Most people who know how to code can usually write these add-ins on their own, but there are also ready-to-use add-ins on the market. This is where the real threat begins as they can take possession of a great deal of sensitive information when implemented into Excel applications. Especially in recent years, .xll extensions became one of the prominent ways for cybercriminals to access unauthorized data.

How to Avoid Excel Add-In Cyberattacks>

Attacks emerging from the .xll extension put company data at risk along with valuable client information. When you consider that add-ins are popular tools amount accounting departments, you can imagine how detrimental these attacks can be. Ransom, downtime, data loss, and other business-threatening risks are associated with these attacks. Let’s see how to avoid them effectively.

1-) Use Trust Center to Allow Trusted Publishers

Add-ins from unknown sources are a way to keep the door open to cybercriminals. If you don’t have a list of trusted add-in publishers and any kind of .xll can be executed in your systems, you are basically inviting data thieves to compromise your network.

Well luckily, Excel has a great feature called the “Trust Center”. This tool allows you to configure Excel to only allow add-ins from trusted publishers and avoid the others. You can control file types, publishers, trusted locations, and much more from this simple tool. It is also possible to block ​​proprietary add-ins with this tool since they can be dangerous and lack transparency.

2-) Use Identity and Access Management (IAM)

One of the prominent risks associated with Excel add-ins is the permissions granted to the tool and the scope of resources they can access with these permissions. Although some of these attacks might only cause some downtime, they can go up to compromise a significant part of the resources.

One of the best ways to control access permissions and prevent unauthorized access is by using Identity and Access Management (IAM) solutions. Since the prominent issue with add-ins is the concern of how much permission they have, managing access levels proves to be an effective way to prevent these attacks.

IAM solutions allow companies to decide the access levels of every end user, and they go above and beyond to ensure that correct verification tools are in place to authenticate these users. Since IAM constantly monitors user access levels and verification, you can monitor what the users are doing in your network with full details. This protection greatly decreases the risk of .xll files compromising your network. To understand the in-depth benefits of IAM, visit here.

3-) Configure Email Gateways

Another way that Excel add-ins penetrate a network and compromise its resources is through phishing emails. Attackers use ways such as email thread hijacking and attaching malicious .xll files to phishing emails. Then the end user clicks on the file without idea of how dangerous it is, and the .xll file injects malware or ransomware.

Effective ways of decreasing the risk of phishing attacks through .xll files are first training your employees on phishing attacks and making them aware of how to avoid these emails. But more importantly, you need to have your IT security team configure email gateways to block .xll attachments to avoid the risk altogether. By configuring your email gateways, you will have the ability to only allow add-ins through trusted publishers and minimize the risk of phishing attacks.

4-) Use Content Filtering

Content filtering is a great tool to prevent suspicious content and emails that your employees are exposed to on a daily basis.
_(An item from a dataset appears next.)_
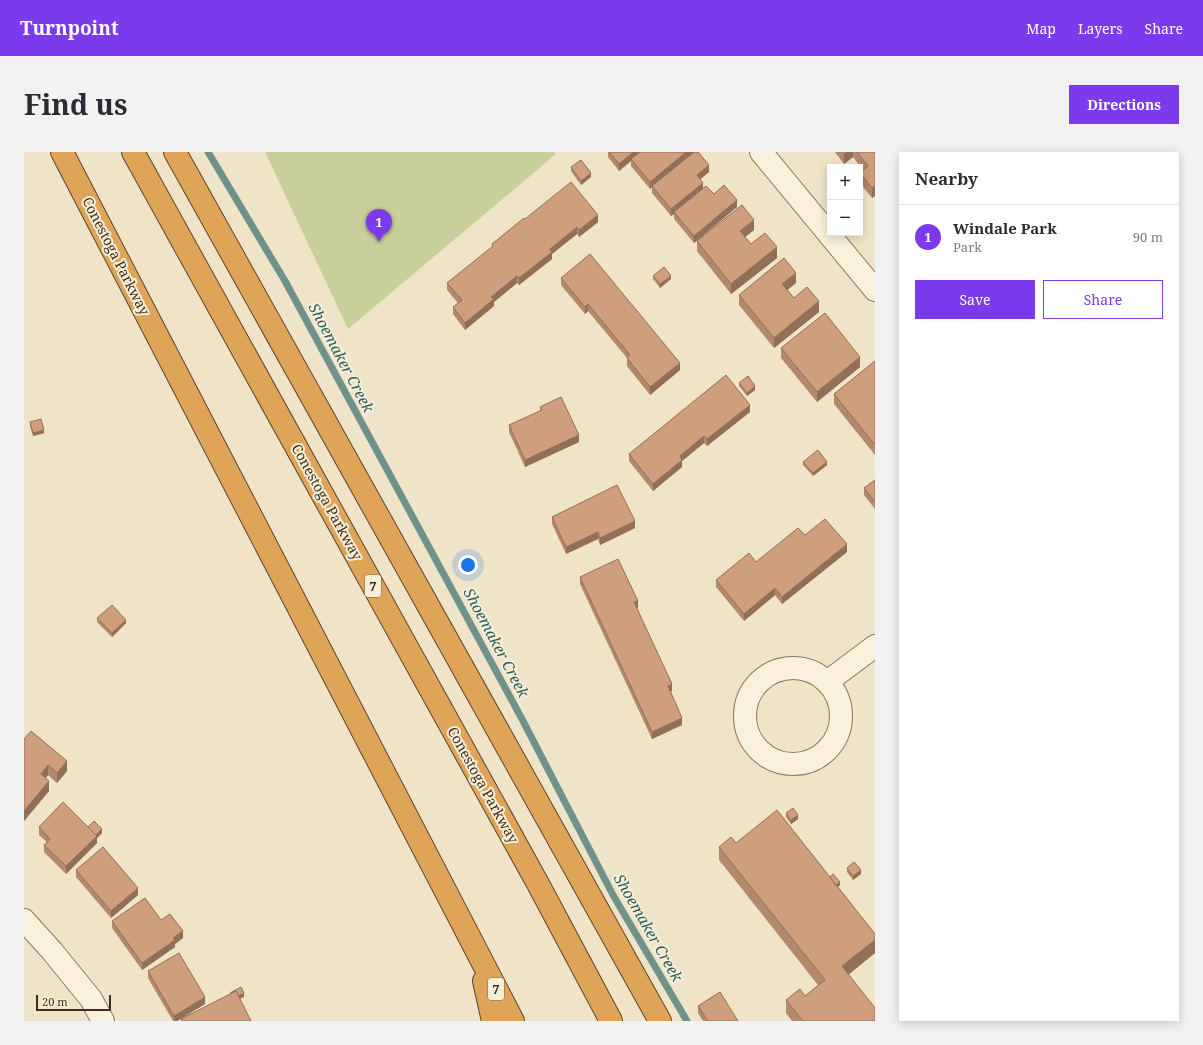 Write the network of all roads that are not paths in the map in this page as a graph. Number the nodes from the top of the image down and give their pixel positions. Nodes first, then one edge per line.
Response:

You might configure this by creating allowlists or blocklists through firewalls and such, but new threats are emerging every day. This means that effective filtering through traditional methods is not possible.

Content filtering solutions allow companies to dynamically filter incoming content and email, and block unfriendly websites. They are dynamic because these tools constantly monitor the web traffic, and when implemented, they act like a security guard over the network.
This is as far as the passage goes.